━━━ Provided data ━━━

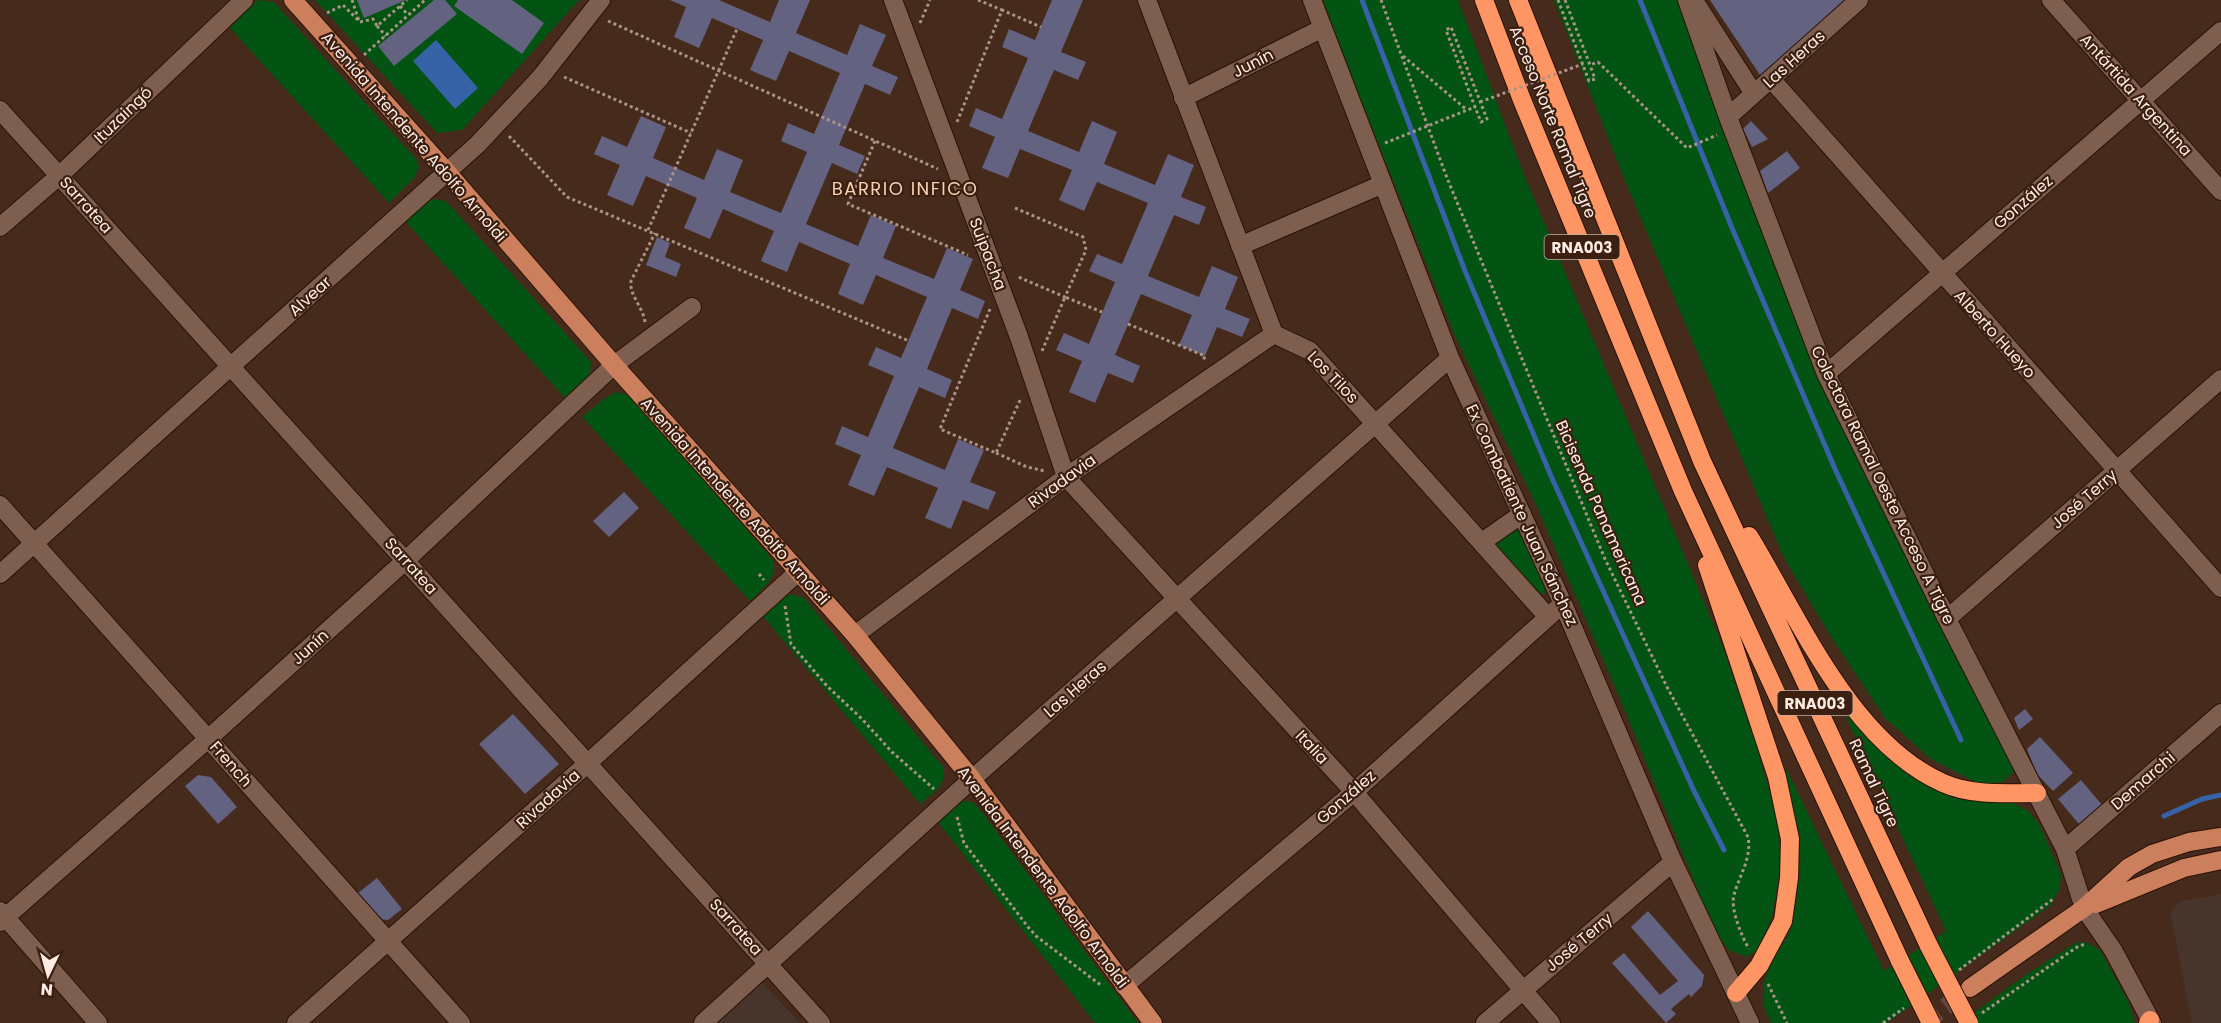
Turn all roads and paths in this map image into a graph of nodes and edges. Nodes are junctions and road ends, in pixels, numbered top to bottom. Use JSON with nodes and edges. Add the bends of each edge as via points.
{"nodes":[{"id":1,"x":244,"y":0,"type":"edge"},
{"id":2,"x":293,"y":0,"type":"edge"},
{"id":3,"x":352,"y":0,"type":"edge"},
{"id":4,"x":407,"y":0,"type":"edge"},
{"id":5,"x":425,"y":0,"type":"edge"},
{"id":6,"x":893,"y":0,"type":"edge"},
{"id":7,"x":978,"y":0,"type":"edge"},
{"id":8,"x":1147,"y":0,"type":"edge"},
{"id":9,"x":1312,"y":0,"type":"edge"},
{"id":10,"x":1381,"y":0,"type":"edge"},
{"id":11,"x":1484,"y":0,"type":"edge"},
{"id":12,"x":1520,"y":0,"type":"edge"},
{"id":13,"x":1558,"y":0,"type":"edge"},
{"id":14,"x":1565,"y":0,"type":"edge"},
{"id":15,"x":1687,"y":0,"type":"edge"},
{"id":16,"x":1694,"y":0,"type":"edge"},
{"id":17,"x":1859,"y":0,"type":"edge"},
{"id":18,"x":2051,"y":0,"type":"edge"},
{"id":19,"x":400,"y":6,"type":"junction"},
{"id":20,"x":597,"y":7,"type":"edge"},
{"id":21,"x":1002,"y":10,"type":"junction"},
{"id":22,"x":408,"y":15,"type":"junction"},
{"id":23,"x":311,"y":20,"type":"junction"},
{"id":24,"x":360,"y":22,"type":"junction"},
{"id":25,"x":377,"y":26,"type":"junction"},
{"id":26,"x":1041,"y":27,"type":"dead end"},
{"id":27,"x":1323,"y":28,"type":"junction"},
{"id":28,"x":737,"y":29,"type":"dead end"},
{"id":29,"x":2221,"y":31,"type":"edge"},
{"id":30,"x":386,"y":36,"type":"junction"},
{"id":31,"x":1401,"y":55,"type":"junction"},
{"id":32,"x":1582,"y":64,"type":"junction"},
{"id":33,"x":1590,"y":65,"type":"junction"},
{"id":34,"x":352,"y":66,"type":"junction"},
{"id":35,"x":547,"y":69,"type":"junction"},
{"id":36,"x":718,"y":72,"type":"junction"},
{"id":37,"x":1771,"y":79,"type":"junction"},
{"id":38,"x":1754,"y":94,"type":"junction"},
{"id":39,"x":1183,"y":98,"type":"junction"},
{"id":40,"x":2141,"y":101,"type":"junction"},
{"id":41,"x":1480,"y":102,"type":"junction"},
{"id":42,"x":1475,"y":107,"type":"junction"},
{"id":43,"x":0,"y":110,"type":"edge"},
{"id":44,"x":1467,"y":110,"type":"junction"},
{"id":45,"x":1728,"y":117,"type":"junction"},
{"id":46,"x":497,"y":123,"type":"junction"},
{"id":47,"x":1428,"y":126,"type":"junction"},
{"id":48,"x":691,"y":133,"type":"junction"},
{"id":49,"x":1403,"y":136,"type":"dead end"},
{"id":50,"x":1705,"y":141,"type":"dead end"},
{"id":51,"x":947,"y":146,"type":"junction"},
{"id":52,"x":447,"y":172,"type":"junction"},
{"id":53,"x":59,"y":176,"type":"junction"},
{"id":54,"x":959,"y":179,"type":"junction"},
{"id":55,"x":1383,"y":184,"type":"junction"},
{"id":56,"x":2221,"y":191,"type":"edge"},
{"id":57,"x":0,"y":227,"type":"edge"},
{"id":58,"x":648,"y":230,"type":"junction"},
{"id":59,"x":655,"y":233,"type":"junction"},
{"id":60,"x":1240,"y":246,"type":"junction"},
{"id":61,"x":1941,"y":273,"type":"junction"},
{"id":62,"x":1000,"y":285,"type":"junction"},
{"id":63,"x":692,"y":307,"type":"dead end"},
{"id":64,"x":1102,"y":312,"type":"dead end"},
{"id":65,"x":1128,"y":324,"type":"dead end"},
{"id":66,"x":1274,"y":334,"type":"junction"},
{"id":67,"x":909,"y":341,"type":"dead end"},
{"id":68,"x":632,"y":353,"type":"junction"},
{"id":69,"x":1450,"y":358,"type":"junction"},
{"id":70,"x":1201,"y":365,"type":"dead end"},
{"id":71,"x":614,"y":366,"type":"junction"},
{"id":72,"x":231,"y":367,"type":"junction"},
{"id":73,"x":1031,"y":374,"type":"junction"},
{"id":74,"x":1826,"y":374,"type":"junction"},
{"id":75,"x":2221,"y":379,"type":"edge"},
{"id":76,"x":1377,"y":423,"type":"junction"},
{"id":77,"x":996,"y":453,"type":"junction"},
{"id":78,"x":1702,"y":461,"type":"junction"},
{"id":79,"x":2116,"y":471,"type":"junction"},
{"id":80,"x":1066,"y":477,"type":"junction"},
{"id":81,"x":1683,"y":491,"type":"junction"},
{"id":82,"x":0,"y":505,"type":"edge"},
{"id":83,"x":1522,"y":514,"type":"junction"},
{"id":84,"x":1482,"y":542,"type":"junction"},
{"id":85,"x":34,"y":544,"type":"junction"},
{"id":86,"x":405,"y":560,"type":"junction"},
{"id":87,"x":798,"y":572,"type":"junction"},
{"id":88,"x":0,"y":574,"type":"edge"},
{"id":89,"x":2221,"y":588,"type":"edge"},
{"id":90,"x":1177,"y":600,"type":"junction"},
{"id":91,"x":1563,"y":604,"type":"junction"},
{"id":92,"x":1548,"y":617,"type":"junction"},
{"id":93,"x":1947,"y":619,"type":"junction"},
{"id":94,"x":855,"y":635,"type":"junction"},
{"id":95,"x":2221,"y":712,"type":"edge"},
{"id":96,"x":209,"y":738,"type":"junction"},
{"id":97,"x":588,"y":763,"type":"junction"},
{"id":98,"x":972,"y":779,"type":"junction"},
{"id":99,"x":1354,"y":792,"type":"junction"},
{"id":100,"x":2037,"y":793,"type":"junction"},
{"id":101,"x":2221,"y":837,"type":"edge"},
{"id":102,"x":2065,"y":849,"type":"junction"},
{"id":103,"x":2221,"y":860,"type":"edge"},
{"id":104,"x":1673,"y":862,"type":"junction"},
{"id":105,"x":2054,"y":899,"type":"dead end"},
{"id":106,"x":2084,"y":908,"type":"junction"},
{"id":107,"x":2,"y":917,"type":"edge"},
{"id":108,"x":387,"y":941,"type":"junction"},
{"id":109,"x":2085,"y":944,"type":"dead end"},
{"id":110,"x":769,"y":964,"type":"junction"},
{"id":111,"x":1760,"y":966,"type":"junction"},
{"id":112,"x":1957,"y":971,"type":"dead end"},
{"id":113,"x":1124,"y":986,"type":"junction"},
{"id":114,"x":1970,"y":988,"type":"tunnel mouth"},
{"id":115,"x":1522,"y":991,"type":"junction"},
{"id":116,"x":1736,"y":993,"type":"junction"},
{"id":117,"x":1910,"y":1004,"type":"dead end"},
{"id":118,"x":1974,"y":1020,"type":"edge"},
{"id":119,"x":2150,"y":1022,"type":"edge"},
{"id":120,"x":98,"y":1023,"type":"edge"},
{"id":121,"x":296,"y":1023,"type":"edge"},
{"id":122,"x":462,"y":1023,"type":"edge"},
{"id":123,"x":703,"y":1023,"type":"edge"},
{"id":124,"x":821,"y":1023,"type":"edge"},
{"id":125,"x":1153,"y":1023,"type":"edge"},
{"id":126,"x":1485,"y":1023,"type":"edge"},
{"id":127,"x":1551,"y":1023,"type":"edge"},
{"id":128,"x":1750,"y":1023,"type":"edge"},
{"id":129,"x":1787,"y":1023,"type":"edge"},
{"id":130,"x":1883,"y":1023,"type":"edge"},
{"id":131,"x":1931,"y":1023,"type":"edge"}],
"edges":[{"from":1,"to":53,"type":"street","name":"Ituzaingó"},
{"from":2,"to":23,"type":"main road","name":"Avenida Intendente Adolfo Arnoldi"},
{"from":3,"to":24,"type":"path"},
{"from":4,"to":19,"type":"path"},
{"from":5,"to":22,"type":"path"},
{"from":6,"to":51,"type":"street","name":"Suipacha"},
{"from":7,"to":21,"type":"path"},
{"from":8,"to":39,"type":"street"},
{"from":9,"to":27,"type":"street","name":"Ex Combatiente Juan Sánchez"},
{"from":10,"to":31,"type":"path","name":"Bicisenda Panamericana"},
{"from":11,"to":81,"type":"highway","name":"Acceso Norte Ramal Tigre","number":"RNA003"},
{"from":12,"to":78,"type":"highway","name":"Acceso Norte Ramal Tigre","number":"RNA003"},
{"from":13,"to":32,"type":"path"},
{"from":14,"to":33,"type":"path"},
{"from":15,"to":45,"type":"street","name":"Colectora Ramal Oeste Acceso A Tigre"},
{"from":16,"to":38,"type":"street"},
{"from":17,"to":37,"type":"street","name":"Las Heras"},
{"from":18,"to":40,"type":"street","name":"Antártida Argentina"},
{"from":19,"to":22,"type":"path"},
{"from":19,"to":25,"type":"path"},
{"from":20,"to":35,"type":"street","name":"Alvear"},
{"from":20,"to":36,"type":"path"},
{"from":21,"to":26,"type":"path"},
{"from":21,"to":51,"type":"path"},
{"from":22,"to":30,"type":"path"},
{"from":23,"to":24,"type":"path","via":[[343,5]]},
{"from":23,"to":34,"type":"main road","name":"Avenida Intendente Adolfo Arnoldi"},
{"from":24,"to":25,"type":"path","via":[[373,19]]},
{"from":25,"to":30,"type":"path"},
{"from":27,"to":39,"type":"street","name":"Junín"},
{"from":27,"to":55,"type":"street","name":"Ex Combatiente Juan Sánchez"},
{"from":28,"to":36,"type":"path"},
{"from":29,"to":40,"type":"street","name":"González"},
{"from":30,"to":34,"type":"path"},
{"from":31,"to":44,"type":"path"},
{"from":31,"to":47,"type":"path","name":"Bicisenda Panamericana"},
{"from":32,"to":33,"type":"path","via":[[1589,81],[1595,79]]},
{"from":32,"to":41,"type":"path","bridge":true},
{"from":33,"to":50,"type":"path","via":[[1598,62],[1687,148]]},
{"from":34,"to":52,"type":"main road","name":"Avenida Intendente Adolfo Arnoldi"},
{"from":35,"to":46,"type":"street","name":"Alvear"},
{"from":35,"to":48,"type":"path"},
{"from":36,"to":48,"type":"path"},
{"from":36,"to":54,"type":"path"},
{"from":37,"to":38,"type":"street","name":"Las Heras"},
{"from":37,"to":61,"type":"street","name":"Alberto Hueyo"},
{"from":38,"to":45,"type":"street","name":"Las Heras"},
{"from":39,"to":60,"type":"street"},
{"from":40,"to":56,"type":"street","name":"Antártida Argentina"},
{"from":40,"to":61,"type":"street","name":"González"},
{"from":41,"to":42,"type":"path","via":[[1487,119],[1481,122]]},
{"from":41,"to":42,"type":"path","via":[[1451,27],[1446,30]]},
{"from":42,"to":44,"type":"path"},
{"from":43,"to":53,"type":"street","name":"Sarratea"},
{"from":44,"to":47,"type":"path"},
{"from":45,"to":74,"type":"street","name":"Colectora Ramal Oeste Acceso A Tigre"},
{"from":46,"to":52,"type":"street","name":"Alvear"},
{"from":46,"to":58,"type":"path","via":[[567,197]]},
{"from":47,"to":49,"type":"path"},
{"from":47,"to":111,"type":"path","name":"Bicisenda Panamericana","via":[[1605,558],[1667,687],[1748,837],[1750,849],[1733,898],[1741,934]]},
{"from":48,"to":58,"type":"path"},
{"from":51,"to":54,"type":"street","name":"Suipacha"},
{"from":52,"to":71,"type":"main road","name":"Avenida Intendente Adolfo Arnoldi"},
{"from":52,"to":72,"type":"street","name":"Alvear"},
{"from":53,"to":57,"type":"street","name":"Ituzaingó"},
{"from":53,"to":72,"type":"street","name":"Sarratea"},
{"from":54,"to":62,"type":"street","name":"Suipacha"},
{"from":55,"to":60,"type":"street"},
{"from":55,"to":69,"type":"street","name":"Ex Combatiente Juan Sánchez"},
{"from":58,"to":59,"type":"path"},
{"from":59,"to":67,"type":"path"},
{"from":59,"to":68,"type":"path","via":[[631,281],[630,288],[645,321]]},
{"from":60,"to":66,"type":"street"},
{"from":61,"to":74,"type":"street","name":"González"},
{"from":61,"to":79,"type":"street","name":"Alberto Hueyo"},
{"from":62,"to":73,"type":"street","name":"Suipacha"},
{"from":62,"to":77,"type":"path","via":[[940,429]]},
{"from":63,"to":68,"type":"street","name":"Junín"},
{"from":64,"to":73,"type":"path","via":[[1065,297]]},
{"from":65,"to":70,"type":"path","via":[[1205,356]]},
{"from":66,"to":76,"type":"street","name":"Los Tilos","via":[[1310,351]]},
{"from":66,"to":80,"type":"street","name":"Rivadavia"},
{"from":68,"to":71,"type":"street","name":"Junín"},
{"from":69,"to":76,"type":"street","name":"Las Heras"},
{"from":69,"to":83,"type":"street","name":"Ex Combatiente Juan Sánchez"},
{"from":71,"to":86,"type":"street","name":"Junín"},
{"from":71,"to":87,"type":"main road","name":"Avenida Intendente Adolfo Arnoldi"},
{"from":72,"to":85,"type":"street","name":"Alvear"},
{"from":72,"to":86,"type":"street","name":"Sarratea"},
{"from":73,"to":77,"type":"path"},
{"from":73,"to":80,"type":"street","name":"Suipacha"},
{"from":74,"to":93,"type":"street","name":"Colectora Ramal Oeste Acceso A Tigre"},
{"from":75,"to":79,"type":"street","name":"José Terry"},
{"from":76,"to":84,"type":"street","name":"Los Tilos"},
{"from":76,"to":90,"type":"street","name":"Las Heras"},
{"from":77,"to":80,"type":"path","via":[[1027,467]]},
{"from":78,"to":100,"type":"highway","via":[[1823,664],[1856,709],[1901,758],[1943,783],[1965,790]]},
{"from":78,"to":118,"type":"highway","name":"Ramal Tigre","number":"RNA003","bridge":true,"via":[[1929,946]]},
{"from":79,"to":89,"type":"street","name":"Alberto Hueyo"},
{"from":79,"to":93,"type":"street","name":"José Terry"},
{"from":80,"to":90,"type":"street","name":"Italia"},
{"from":80,"to":94,"type":"street","name":"Rivadavia"},
{"from":81,"to":111,"type":"highway","via":[[1786,815],[1790,856],[1783,921]]},
{"from":81,"to":131,"type":"highway","number":"RNA003","bridge":true},
{"from":82,"to":85,"type":"street","name":"French"},
{"from":83,"to":84,"type":"street"},
{"from":83,"to":91,"type":"street","name":"Ex Combatiente Juan Sánchez"},
{"from":84,"to":92,"type":"street","name":"Los Tilos"},
{"from":85,"to":88,"type":"street","name":"Alvear"},
{"from":85,"to":96,"type":"street","name":"French"},
{"from":86,"to":96,"type":"street","name":"Junín"},
{"from":86,"to":97,"type":"street","name":"Sarratea"},
{"from":87,"to":94,"type":"main road","name":"Avenida Intendente Adolfo Arnoldi"},
{"from":87,"to":97,"type":"street","name":"Rivadavia"},
{"from":90,"to":98,"type":"street","name":"Las Heras"},
{"from":90,"to":99,"type":"street","name":"Italia"},
{"from":91,"to":92,"type":"street","name":"González"},
{"from":91,"to":104,"type":"street","name":"Ex Combatiente Juan Sánchez"},
{"from":92,"to":99,"type":"street","name":"González"},
{"from":93,"to":100,"type":"street","name":"Colectora Ramal Oeste Acceso A Tigre"},
{"from":94,"to":98,"type":"main road","name":"Avenida Intendente Adolfo Arnoldi"},
{"from":95,"to":102,"type":"street","name":"Demarchi"},
{"from":96,"to":107,"type":"street","name":"Junín"},
{"from":96,"to":108,"type":"street","name":"French"},
{"from":97,"to":108,"type":"street","name":"Rivadavia"},
{"from":97,"to":110,"type":"street","name":"Sarratea"},
{"from":98,"to":110,"type":"street","name":"Las Heras"},
{"from":98,"to":113,"type":"main road","name":"Avenida Intendente Adolfo Arnoldi"},
{"from":99,"to":113,"type":"street","name":"González"},
{"from":99,"to":115,"type":"street","name":"Italia"},
{"from":100,"to":102,"type":"street","name":"Colectora Ramal Oeste Acceso A Tigre"},
{"from":101,"to":106,"type":"main road","via":[[2152,854],[2128,867]]},
{"from":102,"to":106,"type":"street","name":"Colectora Ramal Oeste Acceso A Tigre"},
{"from":103,"to":106,"type":"main road","via":[[2184,868]]},
{"from":104,"to":115,"type":"street","name":"José Terry"},
{"from":104,"to":116,"type":"street","name":"Ex Combatiente Juan Sánchez"},
{"from":105,"to":112,"type":"path"},
{"from":106,"to":114,"type":"main road"},
{"from":106,"to":119,"type":"street","name":"Colectora Ramal Oeste Acceso A Tigre","via":[[2113,950]]},
{"from":107,"to":120,"type":"street"},
{"from":108,"to":121,"type":"street","name":"Rivadavia"},
{"from":108,"to":122,"type":"street","name":"French"},
{"from":109,"to":118,"type":"path"},
{"from":110,"to":123,"type":"street","name":"Las Heras"},
{"from":110,"to":124,"type":"street","name":"Sarratea"},
{"from":111,"to":116,"type":"highway"},
{"from":111,"to":129,"type":"path","name":"Bicisenda Panamericana"},
{"from":113,"to":125,"type":"main road","name":"Avenida Intendente Adolfo Arnoldi"},
{"from":115,"to":126,"type":"street","name":"José Terry"},
{"from":115,"to":127,"type":"street","name":"Italia"},
{"from":116,"to":128,"type":"street","name":"Ex Combatiente Juan Sánchez"},
{"from":117,"to":130,"type":"path"}]}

━━━

◆ Task directions ◆
Scan the entries above for the string "nodes" and copy each line containing it.

◆ Task result ◆
Turn all roads and paths in this map image into a graph of nodes and edges. Nodes are junctions and road ends, in pixels, numbered top to bottom. Use JSON with nodes and edges. Add the bends of each edge as via points.
{"nodes":[{"id":1,"x":244,"y":0,"type":"edge"},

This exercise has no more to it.